A comédia adulta “Depois do Happy Ending”, único espetáculo adulto selecionado na 1ª Cenadoce, realizado diurante a 17ª Fenadoce de Pelotas, foi reapresentado no dia 2 de julho, às 20h, no Theatro Sete de Abril, durante as comemorações da Semana de Pelotas, com entrada franca.
Tudo ocorre durante um chá da tarde, na sala de estar do castelo de Cinderela. Muitos anos após o “final feliz” de suas estórias, a princesa recebe as amigas Branca de Neve e Bela Adormecida para “colocar o papo em dia”. É a chegada da terceira convidada, uma Chapeuzinho Vermelho contemporânea – que contrasta drasticamente com as outras personagens -, que vai abalar as estruturas e trazer à tona a vida real, “nem tão perfeita assim”, das protagonistas dos tradicionais contos de fadas. Esta foi a 16ª apresentação da peça, que estreou em setembro de 2007, no Sete de Abril.
O diretor Flávio Dornelles soube explorar cada detalhe do texto de autoria da atriz e jornalista Joice Lima, conferindo nuances e extraindo o máximo de humor à satira que traz as princesas do contos de fadas à atualidade e não as poupa das piores neuroses, tão comuns em nossos dias. Segundo a autora, este trabalho tem três objetivos principais. O primeiro deles é fazer com que a platéia se divirta e, com isso, queira voltar ao teatro e incentive os amigos e conhecidos a fazer o mesmo - o que contribuiria para a formação de espectadores, em tempos em que as artes cênicas estão perdendo espaço, gradativamente, para os DVDs, videogames e Internet.
Como segundo objetivo, a peça tem a pretensão de servir de espelho da própria sociedade do início do século XXI, tempos em que muitas pessoas vivem sob falsas aparências e a grande maioria se encontra “atolada” em distúrbios e obsessões – consumismo desenfreado, fixação por padrões de beleza impostos pela mídia e pela moda, mania de limpeza, alcoolismo, insônia, bulimia, infertilidade, impotência sexual, entre outros. “Se as pessoas, além de se divertirem, levarem pra casa ‘uma pulguinha atrás da orelha’... Se elas se enxergarem em alguma destas neuroses e pararem para repensar a sua postura, aí a peça já valeu à pena. Teatro não é só entretenimento Assim como todas as formas de arte, ele pode, sim, interferir na maneira como a sociedade se constitui”, diz Joice.
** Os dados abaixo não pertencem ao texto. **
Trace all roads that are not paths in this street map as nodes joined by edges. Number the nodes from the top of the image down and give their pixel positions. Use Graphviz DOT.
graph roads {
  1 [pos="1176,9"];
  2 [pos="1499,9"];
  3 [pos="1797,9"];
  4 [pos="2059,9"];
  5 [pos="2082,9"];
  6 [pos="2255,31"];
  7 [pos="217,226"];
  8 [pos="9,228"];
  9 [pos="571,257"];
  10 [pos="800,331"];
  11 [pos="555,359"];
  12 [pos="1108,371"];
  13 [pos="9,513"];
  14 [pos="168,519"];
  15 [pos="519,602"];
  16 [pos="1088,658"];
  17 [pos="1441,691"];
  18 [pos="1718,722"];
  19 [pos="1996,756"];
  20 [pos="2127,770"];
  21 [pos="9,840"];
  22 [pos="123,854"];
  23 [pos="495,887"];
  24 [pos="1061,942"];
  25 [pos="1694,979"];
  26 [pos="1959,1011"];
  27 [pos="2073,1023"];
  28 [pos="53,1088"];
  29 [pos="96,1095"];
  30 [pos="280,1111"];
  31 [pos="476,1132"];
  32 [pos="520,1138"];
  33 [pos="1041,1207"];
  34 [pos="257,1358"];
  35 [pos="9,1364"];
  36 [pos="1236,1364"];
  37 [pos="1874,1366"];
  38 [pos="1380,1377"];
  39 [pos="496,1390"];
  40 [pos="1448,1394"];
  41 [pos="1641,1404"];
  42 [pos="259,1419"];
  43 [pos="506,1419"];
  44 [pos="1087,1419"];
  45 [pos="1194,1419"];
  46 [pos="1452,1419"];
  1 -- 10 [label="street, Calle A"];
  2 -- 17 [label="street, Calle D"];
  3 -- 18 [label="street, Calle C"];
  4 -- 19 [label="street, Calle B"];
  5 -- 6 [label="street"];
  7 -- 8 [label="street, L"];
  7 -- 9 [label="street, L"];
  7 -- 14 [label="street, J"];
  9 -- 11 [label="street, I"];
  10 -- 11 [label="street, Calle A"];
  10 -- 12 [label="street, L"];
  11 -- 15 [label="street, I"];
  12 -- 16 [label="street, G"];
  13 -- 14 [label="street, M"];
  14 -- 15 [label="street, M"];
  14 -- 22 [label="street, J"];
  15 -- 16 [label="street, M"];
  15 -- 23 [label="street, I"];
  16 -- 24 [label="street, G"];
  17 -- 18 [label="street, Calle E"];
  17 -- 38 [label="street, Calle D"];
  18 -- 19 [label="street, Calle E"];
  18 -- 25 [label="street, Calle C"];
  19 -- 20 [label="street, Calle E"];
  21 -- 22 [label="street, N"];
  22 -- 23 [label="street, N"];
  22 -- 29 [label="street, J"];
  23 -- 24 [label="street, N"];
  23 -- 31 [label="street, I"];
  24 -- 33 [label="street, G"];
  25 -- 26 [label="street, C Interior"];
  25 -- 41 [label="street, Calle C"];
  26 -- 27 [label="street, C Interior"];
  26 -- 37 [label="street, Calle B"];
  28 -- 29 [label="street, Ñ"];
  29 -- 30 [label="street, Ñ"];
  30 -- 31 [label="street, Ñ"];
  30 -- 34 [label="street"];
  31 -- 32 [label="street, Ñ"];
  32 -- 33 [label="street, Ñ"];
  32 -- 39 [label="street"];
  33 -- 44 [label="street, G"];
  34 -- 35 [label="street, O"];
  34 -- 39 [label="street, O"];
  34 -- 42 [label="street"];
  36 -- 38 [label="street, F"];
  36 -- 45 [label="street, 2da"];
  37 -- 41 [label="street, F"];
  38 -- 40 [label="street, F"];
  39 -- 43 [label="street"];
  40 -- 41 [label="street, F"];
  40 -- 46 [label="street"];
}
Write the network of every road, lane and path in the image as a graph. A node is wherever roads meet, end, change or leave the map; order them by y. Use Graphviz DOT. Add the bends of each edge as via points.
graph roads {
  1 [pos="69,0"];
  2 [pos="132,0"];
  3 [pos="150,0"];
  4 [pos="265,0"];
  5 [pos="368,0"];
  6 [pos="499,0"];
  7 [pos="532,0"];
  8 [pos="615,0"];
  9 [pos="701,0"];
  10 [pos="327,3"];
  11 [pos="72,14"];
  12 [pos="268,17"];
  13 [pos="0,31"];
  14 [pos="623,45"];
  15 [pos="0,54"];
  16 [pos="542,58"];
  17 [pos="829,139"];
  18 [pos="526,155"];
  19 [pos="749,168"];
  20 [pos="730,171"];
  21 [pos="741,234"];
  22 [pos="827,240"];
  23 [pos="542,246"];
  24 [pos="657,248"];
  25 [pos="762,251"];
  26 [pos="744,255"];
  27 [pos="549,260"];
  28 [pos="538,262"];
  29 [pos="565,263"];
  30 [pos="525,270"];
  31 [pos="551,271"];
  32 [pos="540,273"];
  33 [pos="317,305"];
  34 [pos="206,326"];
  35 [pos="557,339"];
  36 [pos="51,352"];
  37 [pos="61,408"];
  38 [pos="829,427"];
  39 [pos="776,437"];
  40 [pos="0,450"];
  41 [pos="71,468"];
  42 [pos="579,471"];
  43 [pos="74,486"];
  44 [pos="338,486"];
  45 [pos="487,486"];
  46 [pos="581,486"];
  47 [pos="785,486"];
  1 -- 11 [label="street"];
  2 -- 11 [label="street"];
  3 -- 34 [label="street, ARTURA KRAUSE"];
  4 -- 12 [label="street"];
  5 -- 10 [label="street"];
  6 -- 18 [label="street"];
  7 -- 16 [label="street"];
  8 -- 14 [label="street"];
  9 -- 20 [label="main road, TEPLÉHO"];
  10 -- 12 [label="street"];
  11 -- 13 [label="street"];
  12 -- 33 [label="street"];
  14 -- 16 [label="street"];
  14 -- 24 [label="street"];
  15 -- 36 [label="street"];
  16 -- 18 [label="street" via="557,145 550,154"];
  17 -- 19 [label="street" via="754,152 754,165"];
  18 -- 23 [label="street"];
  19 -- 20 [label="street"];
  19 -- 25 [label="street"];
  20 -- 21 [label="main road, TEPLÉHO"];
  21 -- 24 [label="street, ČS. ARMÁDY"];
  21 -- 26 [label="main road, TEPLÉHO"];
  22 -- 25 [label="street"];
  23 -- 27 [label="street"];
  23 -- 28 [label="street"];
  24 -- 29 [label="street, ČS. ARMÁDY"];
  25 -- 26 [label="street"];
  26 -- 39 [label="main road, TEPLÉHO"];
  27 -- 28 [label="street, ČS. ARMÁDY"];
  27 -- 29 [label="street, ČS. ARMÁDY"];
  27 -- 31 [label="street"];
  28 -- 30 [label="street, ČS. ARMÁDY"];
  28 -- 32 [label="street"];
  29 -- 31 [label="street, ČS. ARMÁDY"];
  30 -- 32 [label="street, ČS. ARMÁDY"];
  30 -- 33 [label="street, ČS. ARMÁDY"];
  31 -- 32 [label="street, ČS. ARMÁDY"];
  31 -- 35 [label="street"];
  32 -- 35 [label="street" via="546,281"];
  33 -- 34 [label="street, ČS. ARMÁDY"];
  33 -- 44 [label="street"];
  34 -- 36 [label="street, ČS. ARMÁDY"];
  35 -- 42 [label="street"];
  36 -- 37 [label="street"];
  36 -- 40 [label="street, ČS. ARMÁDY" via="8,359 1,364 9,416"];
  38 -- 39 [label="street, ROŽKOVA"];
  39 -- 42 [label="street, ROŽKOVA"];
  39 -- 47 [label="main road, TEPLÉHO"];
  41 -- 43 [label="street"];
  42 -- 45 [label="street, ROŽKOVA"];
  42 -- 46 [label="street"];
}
O terceiro objetivo, embora não seja o principal, é que o texto também é educativo. Ele esclarece as causas e possíveis tratamentos para alguns problemas como a apnéia do sono e ronco e a infertilidade feminina, quando associada à bulimia. “Além de reforçar a ideia de que, se conseguirmos olhar pra dentro de nós mesmos e admitir nossas falhas e problemas, se nos propusermos a superá-los, é bem provável que tenhamos êxito”, conclui.
No elenco, Raquel Franz dá vida à Branca de Neve, Márcia Monks interpreta Cinderela, Joice Lima é a Bela Adormecida e Lívia Correa como Chapeuzinho Vermelho. Flávio Dornelles faz uma participação especial como Charlotte, a mal-humorada e conservadora serviçal de Cinderela. Iluminação de Flávio Dornelles. Edson Lopes opera a luz e Terci XXXXX o som. A trilha sonora tem canções originais de Leonardo Oxley e o “Blues das Princesas” foi criado em parceria por João Mantovani, Sulimar Rass e Joice Lima (letra).
Em breve o grupo estará percorrendo o interior do Estado e não tem previsão de nova apresentação em Pelotas.